Aşka dair birşeyler var mı? Tabi soru doğrudan böyle gelmiyor. Eğer bekarsanız, milletvekilini tanıtıcı amaçlı röportajlarda, en sonda çekine çekine sorulan soru budur. “Acaba hayatınızda biri var mı” yerine “Özel hayatınıza zaman kalıyor mu?” Bu sorunun amacı bellidir. Tabi cevabı da klişedir.
Geçtiğimiz günlerde TRT Ankara Radyosu’ndan bir programa davet ettiler. Amaç milletvekilleriyle siyaset dışı sohbet etmek. Daha çok da aile hayatını sormak, ev, karı, koca, çocuk, yemek… Program öncesi evli olmadığımı öğrenen sunucu “e ne soracağız” dedi, bir an.
Aşk Örgütlenmektir
Nihal Hoca’nın, o günkü ruh haliyle tanımladığı, ifade etmeye çalıştığı ‘İnsan için en önemli şey, dünyayı etrafında döndüren Aşk’ aslında siyasetten, muhalefetten, davadan, direnişten, aynı uğurda savaşmaktan bağımsız bir şey değildi. Nihal Hoca’yı en çok Gezi’de anladım. Gezi bir dünya, Aşk onun yörüngesiydi.
Aşk örgütlenmekti.
Ece Ayhan’ın kaleminden Gezi’nin bağrına bayrak diken Eros’un gücüydü.
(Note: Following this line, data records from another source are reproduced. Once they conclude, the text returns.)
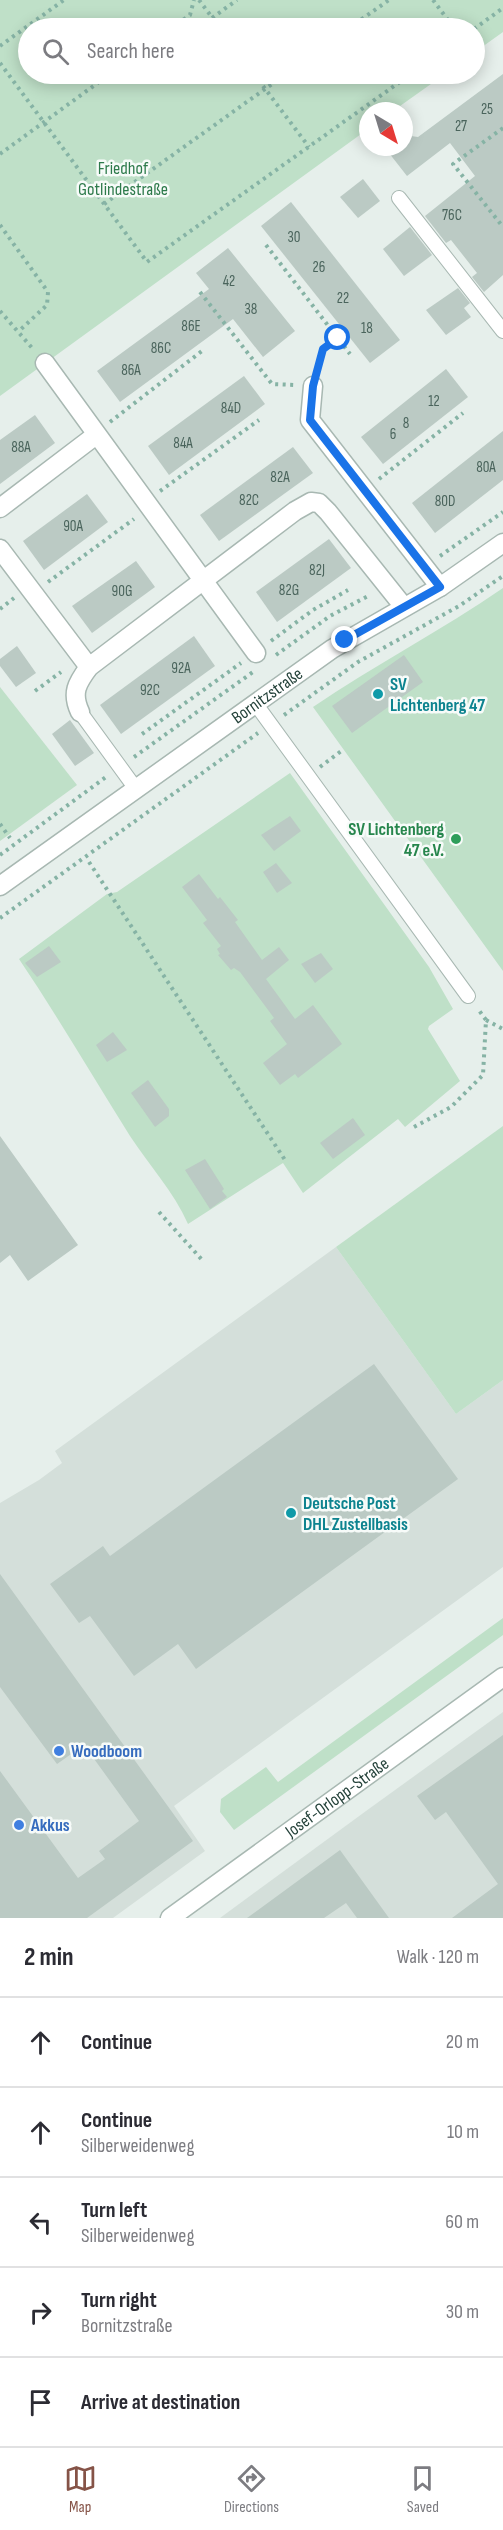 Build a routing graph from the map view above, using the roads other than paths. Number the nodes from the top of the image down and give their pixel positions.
1 (399, 198) dead end
2 (503, 331) edge
3 (45, 363) road end
4 (313, 386) road end
5 (96, 435) junction
6 (0, 508) edge
7 (503, 543) edge
8 (0, 549) edge
9 (202, 581) junction
10 (440, 587) junction
11 (404, 607) junction
12 (261, 660) road end
13 (89, 667) junction
14 (255, 703) junction
15 (80, 712) joint
16 (135, 789) junction
17 (0, 886) edge
18 (468, 996) road end
19 (503, 1677) edge
20 (170, 1918) edge

1 - 2 lane
3 - 5 street
4 - 10 street
5 - 6 street
5 - 9 street
7 - 10 street, Bornitzstraße
8 - 13 street
9 - 11 street
9 - 12 street
9 - 13 street
10 - 11 street, Bornitzstraße
11 - 14 street, Bornitzstraße
13 - 15 street
14 - 16 street, Bornitzstraße
14 - 18 lane
15 - 16 lane
16 - 17 street, Bornitzstraße
19 - 20 street, Josef-Orlopp-Straße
Aşk, elele direnen iki zıt ideolojiydi.
Aşk, örgütün ikinci elemanını en zor anlarda arkanda hissetmekti
Aşk, gözden kaybettiğinde, direnemeyeceğin korkusuna kapılmaktı.
Aşk, gözlerinle arayıp bulduğunda güven duyup yürümekti gaza, suya doğru
Aşk, arayıp bulduğunda göz yaşlarını paylaşmaktı
“Nerdesin aşkım” diye bağırıp, “burdayım aşkım” cevabını beklemekti…
Aşk Gezi’de doktordu, mimardı, mühendisti, işçiydi, çöpçüydü, sanatçıydı, öğretmendi…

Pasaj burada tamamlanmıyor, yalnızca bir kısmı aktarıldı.